Synopsis (from Goodreads)
Publisher: Electric Monkey
Released: 9th of August 2018
Nothing ever happens on Kasia's street. And Kasia would know, because her illness makes her spend days stuck at home, watching the world from her bedroom window. So when she sees what looks like a kidnapping, she's not sure whether she can believe her own eyes . . . There was a girl in the window opposite - did she see something too? But when Kasia goes to find her she is told the most shocking thing of all. There is no girl.
What I Have to Say
A great story, raising awareness of how hard life can be when you have ME and live a mostly housebound (often bedbound) life and also how quiet streets can hold the darkest of secrets, but also the best of friends, The Girl in the Window has so much packed into it for just one short book. Although I found it didn't have as big an impact on me as I Have No Secrets did, I found it a really interesting and well written story of living with ME.
What I really loved about this book was how kind and caring Kasia was. I've been housebound myself for a while with Agoraphobia, so though I don't know how it feels like to have ME, I do know what it's like to be trapped at home and the boredom and the pain of living within four walls that Kasia feels is so very accurate. But despite how small her world has gotten she still reaches out to her neighbour and offers so much kindness to the lonely old woman who lives next door, completely changing the woman's life with a pureness of heart that is so wonderful to see. And of course that's not the only person Kasia reaches out to, there's the mysterious girl in the window....

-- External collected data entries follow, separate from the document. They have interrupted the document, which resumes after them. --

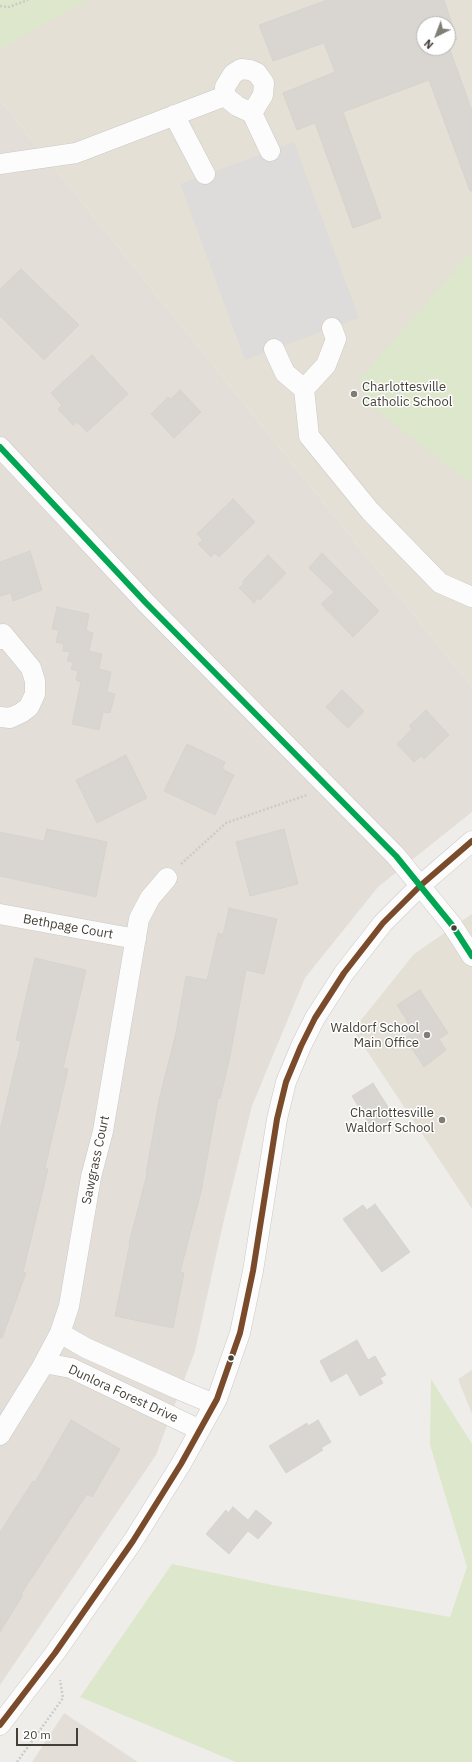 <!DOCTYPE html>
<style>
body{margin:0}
#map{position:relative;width:472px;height:1762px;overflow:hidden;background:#efedea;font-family:"IBM Plex Sans",sans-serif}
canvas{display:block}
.north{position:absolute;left:416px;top:16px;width:40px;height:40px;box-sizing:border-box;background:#fff;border:1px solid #b4b2af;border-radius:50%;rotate:222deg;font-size:11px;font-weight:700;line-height:16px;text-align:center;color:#443f37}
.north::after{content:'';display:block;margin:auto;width:14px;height:18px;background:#807c76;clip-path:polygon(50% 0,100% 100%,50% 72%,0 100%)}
.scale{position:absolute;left:16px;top:1728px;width:62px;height:18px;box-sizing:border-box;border:2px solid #443f37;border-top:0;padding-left:5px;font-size:12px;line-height:14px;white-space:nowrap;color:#443f37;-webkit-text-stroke:3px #fff;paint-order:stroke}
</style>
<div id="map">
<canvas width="472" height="1762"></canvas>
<div class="north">N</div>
<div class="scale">20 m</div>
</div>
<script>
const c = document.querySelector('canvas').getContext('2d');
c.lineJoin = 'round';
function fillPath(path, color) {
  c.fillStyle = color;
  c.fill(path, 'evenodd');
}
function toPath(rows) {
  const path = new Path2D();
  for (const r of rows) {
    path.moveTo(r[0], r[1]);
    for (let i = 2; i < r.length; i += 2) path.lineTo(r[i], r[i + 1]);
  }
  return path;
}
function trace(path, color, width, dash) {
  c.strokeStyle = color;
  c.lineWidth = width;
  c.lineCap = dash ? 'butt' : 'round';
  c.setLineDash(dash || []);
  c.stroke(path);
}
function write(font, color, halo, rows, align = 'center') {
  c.font = font + ' "IBM Plex Sans",sans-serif';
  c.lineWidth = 3;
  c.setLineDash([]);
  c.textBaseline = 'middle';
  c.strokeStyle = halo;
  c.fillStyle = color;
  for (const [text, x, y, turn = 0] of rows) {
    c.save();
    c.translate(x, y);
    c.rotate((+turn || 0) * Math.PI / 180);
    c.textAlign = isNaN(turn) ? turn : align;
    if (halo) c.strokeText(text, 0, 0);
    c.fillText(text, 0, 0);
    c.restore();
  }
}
fillPath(toPath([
 [0,100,472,687,472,812,378,887,305,978,252,1106,223,1224,195,1351,156,1455,0,1685],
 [64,1713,138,1762,32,1762]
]), '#e3dfd8');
fillPath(toPath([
 [0,0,472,0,472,687,0,100],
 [424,24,448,24,448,48,424,48],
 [472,914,472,1209,353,1030,414,954],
 [472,1370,472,1414,458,1379]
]), '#e5e0d6');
fillPath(toPath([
 [0,0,87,0,0,49],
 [469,254,472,254,472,484,366,402,359,380],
 [431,1379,472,1444,472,1762,236,1762,80,1697,172,1564,272,1585,450,1617,467,1567,430,1445]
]), '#dde7cc');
fillPath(toPath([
 [294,142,359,318,245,360,180,184]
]), '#dedcda');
const building = toPath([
 [327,0,444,0,457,39,448,43,448,24,424,24,424,48,448,48,448,44,472,111,472,191,470,191,429,80,343,112,381,218,353,228,315,123,297,130,283,93,335,72,324,43,273,61,259,25,327,0],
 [21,269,79,325,44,360,0,316,0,289,21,269],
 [92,355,128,394,87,432,77,422,73,425,58,409,62,405,51,393,92,355],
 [180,390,201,412,174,438,151,414,168,397,171,399,180,390],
 [233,499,255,522,219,557,215,553,211,557,198,544,203,540,197,534,233,499],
 [30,551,42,590,13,601,11,593,0,596,0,562,30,551],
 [322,553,379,611,353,637,321,604,334,592,309,568,322,553],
 [268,555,286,573,260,600,258,598,254,603,239,588,244,583,242,582,268,555],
 [57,607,89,614,86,631,93,633,89,651,102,654,99,669,111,672,107,692,115,694,110,713,103,712,99,730,72,724,81,682,76,680,78,671,71,669,73,662,67,661,70,652,63,651,64,644,56,642,59,630,52,629,57,607],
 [342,690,364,711,348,728,326,707,342,690],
 [426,710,449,735,424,759,421,756,414,762,397,744,412,729,409,726,426,710],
 [187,744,225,762,222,769,234,775,215,815,164,791,187,744],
 [126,755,147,798,97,823,76,780,126,755],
 [47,829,107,842,96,897,0,876,0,832,44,841,47,829],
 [284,829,298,884,250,896,236,842,284,829],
 [229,908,277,919,264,974,246,970,229,1061,220,1099,218,1098,201,1192,180,1272,184,1273,173,1328,115,1316,130,1243,129,1243,147,1174,146,1174,159,1100,176,1033,186,976,207,980,218,933,223,935,229,908],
 [35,958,86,970,63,1068,68,1069,45,1168,48,1169,23,1272,26,1273,2,1338,0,1338,0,1130,21,1041,16,1040,35,958],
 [420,990,448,1033,439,1039,446,1050,424,1067,405,1038,414,1032,397,1005,420,990],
 [373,1083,395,1118,373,1131,352,1096,373,1083],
 [375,1204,410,1252,382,1272,343,1219,363,1205,367,1210,375,1204],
 [357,1340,368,1360,375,1356,386,1375,380,1378,383,1383,360,1396,347,1373,331,1382,320,1361,357,1340],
 [71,1420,120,1449,92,1497,87,1494,21,1594,23,1595,0,1632,0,1532,33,1481,35,1482,71,1420],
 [318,1420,331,1442,321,1448,323,1450,286,1473,269,1446,307,1423,308,1426,318,1420],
 [233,1507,248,1520,256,1510,272,1523,258,1539,248,1531,229,1554,206,1534,226,1510,228,1513,233,1507]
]);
fillPath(building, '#d9d6d2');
trace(building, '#d7d4d0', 1);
const minor = toPath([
 [252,113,237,106,225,96,225,87,233,74,241,69,250,70,257,73,264,83,263,95,252,113,270,151],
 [174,115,205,174],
 [0,164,76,153,225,96],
 [274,349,285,373,304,389,326,365,336,339,332,328],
 [304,389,309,436,370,511,440,583,472,597],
 [0,447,146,603,396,856,452,925,472,956],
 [0,639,3,634,31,668,35,681,35,694,29,707,21,713,10,718,0,717],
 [0,914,136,939],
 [60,1333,86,1348,178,1389,214,1404],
 [44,1363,71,1368,200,1430],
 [0,1435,42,1367,60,1333,69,1306,91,1177,103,1131,139,919,150,898,167,878],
 [0,1725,55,1653,133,1541,181,1464,217,1399,240,1333,253,1271,277,1119,286,1082,301,1046,315,1018,344,973,383,923,421,885,472,841]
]);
trace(minor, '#cbc9c6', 21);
trace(toPath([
 [0,6,9,7,28,0],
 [181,864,226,823,307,795],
 [17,1762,63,1698,60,1680]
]), '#cdcbc7', 2.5, [2, 2]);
trace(minor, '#fdfcfc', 20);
trace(toPath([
 [0,1725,55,1653,133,1541,181,1464,217,1399,240,1333,253,1271,277,1119,286,1082,301,1046,315,1018,344,973,383,923,421,885,472,841]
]), '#7a4b2a', 6);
trace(toPath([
 [0,447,146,603,396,856,452,925,472,956]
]), '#00a651', 6);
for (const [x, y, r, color] of [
 [354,394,4,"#807c76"],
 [454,928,3.5,"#443f37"],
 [427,1035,4,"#807c76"],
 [442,1120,4,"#807c76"],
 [231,1358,3.5,"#443f37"]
]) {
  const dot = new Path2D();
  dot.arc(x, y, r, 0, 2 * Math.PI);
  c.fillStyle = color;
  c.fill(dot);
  trace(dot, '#fff', 1.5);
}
write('13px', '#443f37', '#fff', [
 ["Charlottesville",362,387,"left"],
 ["Catholic School",362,402,"left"],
 ["Waldorf School",419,1028],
 ["Main Office",419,1043],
 ["Charlottesville",434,1113],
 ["Waldorf School",434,1128]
], 'right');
write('13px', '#443f37', '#fff', [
 ["Bethpage Court",68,927,10],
 ["Sawgrass Court",96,1160,-78],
 ["Dunlora Forest Drive",123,1394,25]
]);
</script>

The mystery of the girl across the street isn't so dramatic as I Have No Secrets. There's no real danger towards Kasia until near the end of the book. Most of the core mystery is just looking out of the window wondering about the girl she catches glimpses of, but this doesn't make it too slow like it would with another book. I think partly because Kasia's life is slow, really slow. The nature of her illness makes it so that it has to be. And so you fall quickly into Kasia's routine. It adds to the feel of the novel rather than detracts from it.
With this second fantastic book, Penny Joelson is fast becoming a favourite author of mine.
My thanks go to Netgalley and Electric Monkey for providing me with this copy for review.